Aspirin after cerebral hemorrhage may be okay sometimes
Common wisdom indicates that survivors of intracerebral hemorrhage, even though they are often at risk for ischemic strokes or heart attacks as well, should not be given aspirin or other antiplatelet therapy because of concerns about recurrent bleeding.
But in a review of data at Massachusetts General Hospital of patients who survived intracerebral hemorrhage, researchers found that among the 22% who later received antiplatelet agents to prevent ischemia, the therapy did not increased the risk of recurrent lobar or deep hemorrhage, Eric E. Smith, M.D., of Harvard and colleagues reported in the Jan. 24 issue of Neurology.
"While it would be premature to conclude that all patients with intracerebral hemorrhage can safely take aspirin, our results suggest it may be appropriate for some patients at elevated risk of ischemic stroke or heart disease," said Dr. Smith and colleagues.
But in an accompanying editorial, Larry B. Goldstein M.D., of Duke in Durham, N.C., said that while the risk of antiplatelet therapy in these patients appears relatively small, so too does the benefit.
"Despite the lack of a demonstrable increased risk of recurrent intracranial bleeding in patients treated with platelet antiaggregants in this cohort, it is also uncertain whether the patients benefited from these drugs as their use was not associated with a significant reduction in ischemic cardiovascular events (four events in those taking platelet antiaggregants vs. seven in those not receiving these drugs; P=0.75)," Dr. Goldstein wrote.

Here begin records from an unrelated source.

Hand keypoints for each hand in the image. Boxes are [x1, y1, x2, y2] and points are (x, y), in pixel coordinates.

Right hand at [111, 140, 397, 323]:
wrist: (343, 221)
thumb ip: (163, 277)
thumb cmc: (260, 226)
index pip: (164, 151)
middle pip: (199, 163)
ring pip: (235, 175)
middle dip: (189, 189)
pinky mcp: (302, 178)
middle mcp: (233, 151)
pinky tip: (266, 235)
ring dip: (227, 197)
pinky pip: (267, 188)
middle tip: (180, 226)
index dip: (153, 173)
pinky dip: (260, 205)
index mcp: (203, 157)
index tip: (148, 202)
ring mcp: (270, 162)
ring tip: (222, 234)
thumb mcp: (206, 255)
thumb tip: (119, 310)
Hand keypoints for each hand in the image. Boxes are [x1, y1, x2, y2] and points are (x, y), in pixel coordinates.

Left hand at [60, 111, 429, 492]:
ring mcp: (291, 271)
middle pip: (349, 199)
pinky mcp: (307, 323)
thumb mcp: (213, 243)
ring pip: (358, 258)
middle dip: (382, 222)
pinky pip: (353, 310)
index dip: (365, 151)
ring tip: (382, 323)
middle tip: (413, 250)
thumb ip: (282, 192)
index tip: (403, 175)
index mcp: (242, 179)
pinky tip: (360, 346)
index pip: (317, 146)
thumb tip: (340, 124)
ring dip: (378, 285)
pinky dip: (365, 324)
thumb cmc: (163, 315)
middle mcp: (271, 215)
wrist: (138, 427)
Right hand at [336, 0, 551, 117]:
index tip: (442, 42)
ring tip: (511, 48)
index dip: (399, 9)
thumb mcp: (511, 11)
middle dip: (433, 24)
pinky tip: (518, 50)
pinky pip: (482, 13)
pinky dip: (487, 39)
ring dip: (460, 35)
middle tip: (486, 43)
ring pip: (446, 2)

The Boston researchers followed a group of 127 patients who had survived lobar intracerebral hemorrhages and 80 who had survived deep hemispheric hemorrhages from 1994 through 2004.
The survivors, all of whom were enrolled in a prospective cohort study, were followed by phone interview. The researchers recorded data on recurrent intracerebral hemorrhage and on the use and duration of antiplatelet agents following the original hemorrhage.

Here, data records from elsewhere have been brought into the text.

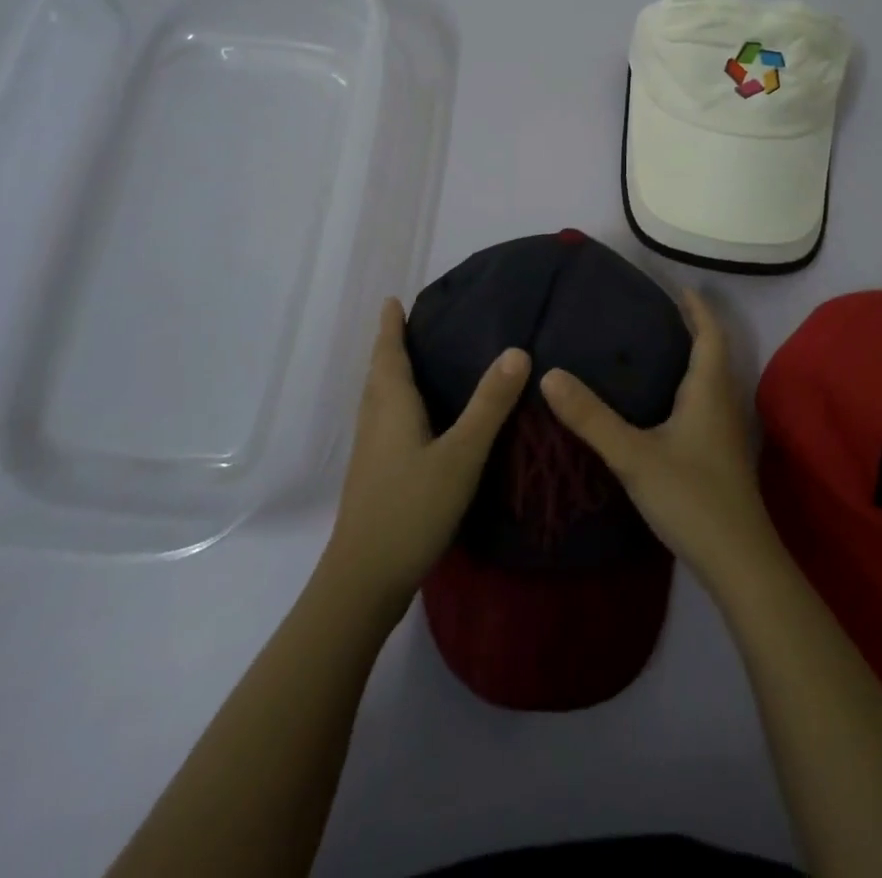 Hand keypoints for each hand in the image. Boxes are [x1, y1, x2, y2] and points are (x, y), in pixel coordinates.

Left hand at [324, 299, 530, 614]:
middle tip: (409, 325)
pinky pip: (384, 422)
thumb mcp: (461, 454)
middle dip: (389, 347)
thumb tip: (516, 350)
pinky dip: (396, 404)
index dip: (390, 327)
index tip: (392, 301)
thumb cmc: (412, 507)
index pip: (388, 354)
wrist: (365, 579)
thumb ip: (489, 404)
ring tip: (413, 363)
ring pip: (378, 400)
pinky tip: (417, 421)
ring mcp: (370, 452)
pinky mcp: (374, 476)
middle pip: (378, 374)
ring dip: (389, 375)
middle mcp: (375, 421)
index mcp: (391, 406)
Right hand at [540, 289, 778, 591]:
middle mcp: (723, 403)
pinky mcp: (721, 455)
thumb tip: (549, 374)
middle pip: (712, 353)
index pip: (710, 334)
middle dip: (691, 329)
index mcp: (709, 390)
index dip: (698, 308)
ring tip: (653, 350)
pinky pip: (705, 404)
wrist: (738, 561)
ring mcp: (725, 432)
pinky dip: (687, 388)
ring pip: (710, 381)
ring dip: (690, 359)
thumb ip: (591, 417)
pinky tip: (661, 405)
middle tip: (654, 313)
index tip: (678, 286)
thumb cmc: (691, 497)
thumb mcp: (634, 455) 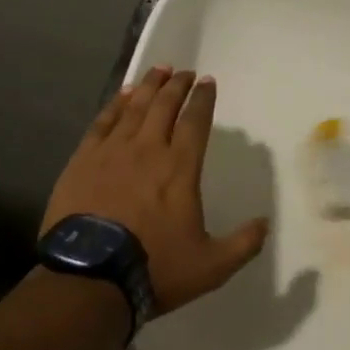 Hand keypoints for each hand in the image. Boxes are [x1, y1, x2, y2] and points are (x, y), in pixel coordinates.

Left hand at [43, 67, 267, 315]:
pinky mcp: (84, 160)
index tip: (207, 82)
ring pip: (135, 107)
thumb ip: (242, 244)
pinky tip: (123, 95)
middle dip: (178, 85)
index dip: (203, 99)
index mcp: (180, 167)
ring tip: (158, 71)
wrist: (90, 279)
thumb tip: (265, 224)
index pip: (196, 121)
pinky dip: (116, 104)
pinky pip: (103, 121)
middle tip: (185, 72)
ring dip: (149, 85)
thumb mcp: (210, 266)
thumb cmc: (154, 269)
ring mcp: (113, 151)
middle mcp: (148, 149)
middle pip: (165, 105) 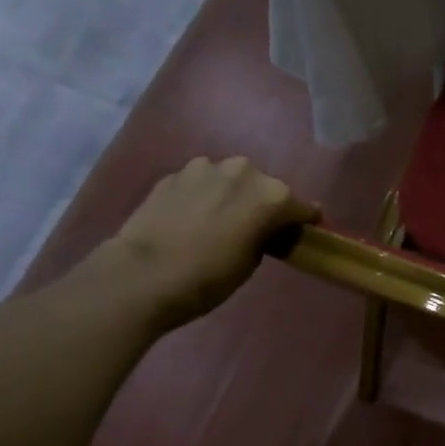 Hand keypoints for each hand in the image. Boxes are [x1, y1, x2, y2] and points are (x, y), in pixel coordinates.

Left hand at [98, 157, 318, 325]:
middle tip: (255, 229)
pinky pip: (201, 183)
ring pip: (231, 179)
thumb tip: (263, 229)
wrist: (142, 275)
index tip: (300, 234)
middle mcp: (244, 171)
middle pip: (265, 187)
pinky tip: (192, 218)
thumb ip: (265, 236)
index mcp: (272, 196)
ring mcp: (206, 167)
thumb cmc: (208, 278)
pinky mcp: (174, 174)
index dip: (303, 222)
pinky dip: (204, 196)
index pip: (302, 207)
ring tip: (220, 220)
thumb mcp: (251, 263)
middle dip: (264, 204)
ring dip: (232, 195)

The analysis included creation of a Cox proportional hazard model, in which exposure to antiplatelet agents was recorded as a time-dependent variable in order to gauge the effect on risk of recurrent intracerebral hemorrhage.

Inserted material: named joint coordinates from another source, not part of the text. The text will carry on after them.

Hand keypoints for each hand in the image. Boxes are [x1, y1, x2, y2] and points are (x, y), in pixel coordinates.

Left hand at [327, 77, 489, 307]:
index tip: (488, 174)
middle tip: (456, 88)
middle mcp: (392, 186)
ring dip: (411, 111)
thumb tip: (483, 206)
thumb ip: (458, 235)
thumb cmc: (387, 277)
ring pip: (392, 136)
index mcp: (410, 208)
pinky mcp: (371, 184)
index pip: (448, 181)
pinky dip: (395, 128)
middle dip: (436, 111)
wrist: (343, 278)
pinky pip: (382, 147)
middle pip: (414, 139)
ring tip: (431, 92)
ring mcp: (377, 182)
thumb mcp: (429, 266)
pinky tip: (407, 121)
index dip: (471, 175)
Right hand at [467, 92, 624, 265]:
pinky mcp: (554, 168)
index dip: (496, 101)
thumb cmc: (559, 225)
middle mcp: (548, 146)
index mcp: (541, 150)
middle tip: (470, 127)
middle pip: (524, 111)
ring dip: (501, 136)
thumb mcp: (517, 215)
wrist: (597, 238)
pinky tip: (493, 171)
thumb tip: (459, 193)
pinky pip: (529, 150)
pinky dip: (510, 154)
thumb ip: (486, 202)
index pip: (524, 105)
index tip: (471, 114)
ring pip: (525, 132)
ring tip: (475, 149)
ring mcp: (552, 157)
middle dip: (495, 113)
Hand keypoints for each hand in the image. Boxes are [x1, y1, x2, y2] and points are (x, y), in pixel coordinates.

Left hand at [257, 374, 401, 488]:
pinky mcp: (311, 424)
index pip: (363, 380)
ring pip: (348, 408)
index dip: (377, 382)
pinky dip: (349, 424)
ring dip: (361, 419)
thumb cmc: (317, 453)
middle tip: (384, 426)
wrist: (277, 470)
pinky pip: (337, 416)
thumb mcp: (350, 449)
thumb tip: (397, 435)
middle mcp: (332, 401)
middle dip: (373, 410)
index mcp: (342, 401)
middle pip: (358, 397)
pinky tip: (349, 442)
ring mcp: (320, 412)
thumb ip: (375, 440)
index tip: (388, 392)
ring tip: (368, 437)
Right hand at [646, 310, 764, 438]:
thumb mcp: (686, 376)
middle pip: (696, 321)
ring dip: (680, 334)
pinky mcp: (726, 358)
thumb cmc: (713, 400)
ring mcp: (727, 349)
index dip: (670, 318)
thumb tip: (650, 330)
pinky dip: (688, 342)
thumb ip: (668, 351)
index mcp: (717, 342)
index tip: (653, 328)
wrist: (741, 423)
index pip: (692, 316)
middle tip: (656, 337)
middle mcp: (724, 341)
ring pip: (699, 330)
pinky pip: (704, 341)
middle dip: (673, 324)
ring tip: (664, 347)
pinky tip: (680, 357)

Intracerebral hemorrhages recurred more frequently among survivors of lobar hemorrhage compared with those who survived deep hemisphere hemorrhage (cumulative two-year rate of 22% versus 4%, respectively, P = 0.007).
When it came to the use of antiplatelet therapies, however, there were no significant differences in hemorrhage recurrence. In all, 27 of 127 patients who had lobar hemorrhage and 19 of 80 who had deep hemispheric hemorrhage received antiplatelet therapy. The hazard ratio for recurrent intracerebral hemorrhage among survivors of lobar hemorrhage was 0.8 (95% confidence interval, 0.3 to 2.3, P= 0.73). For survivors of deep hemorrhage, the hazard ratio was 1.2 (95% CI, 0.1 to 14.3, P=0.88). "Our results have potential implications for the treatment of intracerebral hemorrhage survivors who are also at risk for ischemic cardiovascular diseases," Dr. Smith and colleagues wrote. "These data suggest that antiplatelet therapy may be used in selected intracerebral hemorrhage survivors without a substantial increase in the risk of recurrent intracerebral hemorrhage."
They noted, however, that their risk estimates were not based on evidence from a randomized trial and could be subject to confounding variables.
"It remains prudent for antiplatelet therapy to be considered only in selected intracerebral hemorrhage survivors at high risk for thrombotic diseases," they wrote. Dr. Goldstein agreed, writing that pending additional study data, the use of antiplatelet agents in this setting "should be restricted to highly selected patients with a compelling indication and with a relatively low risk of recurrent bleeding."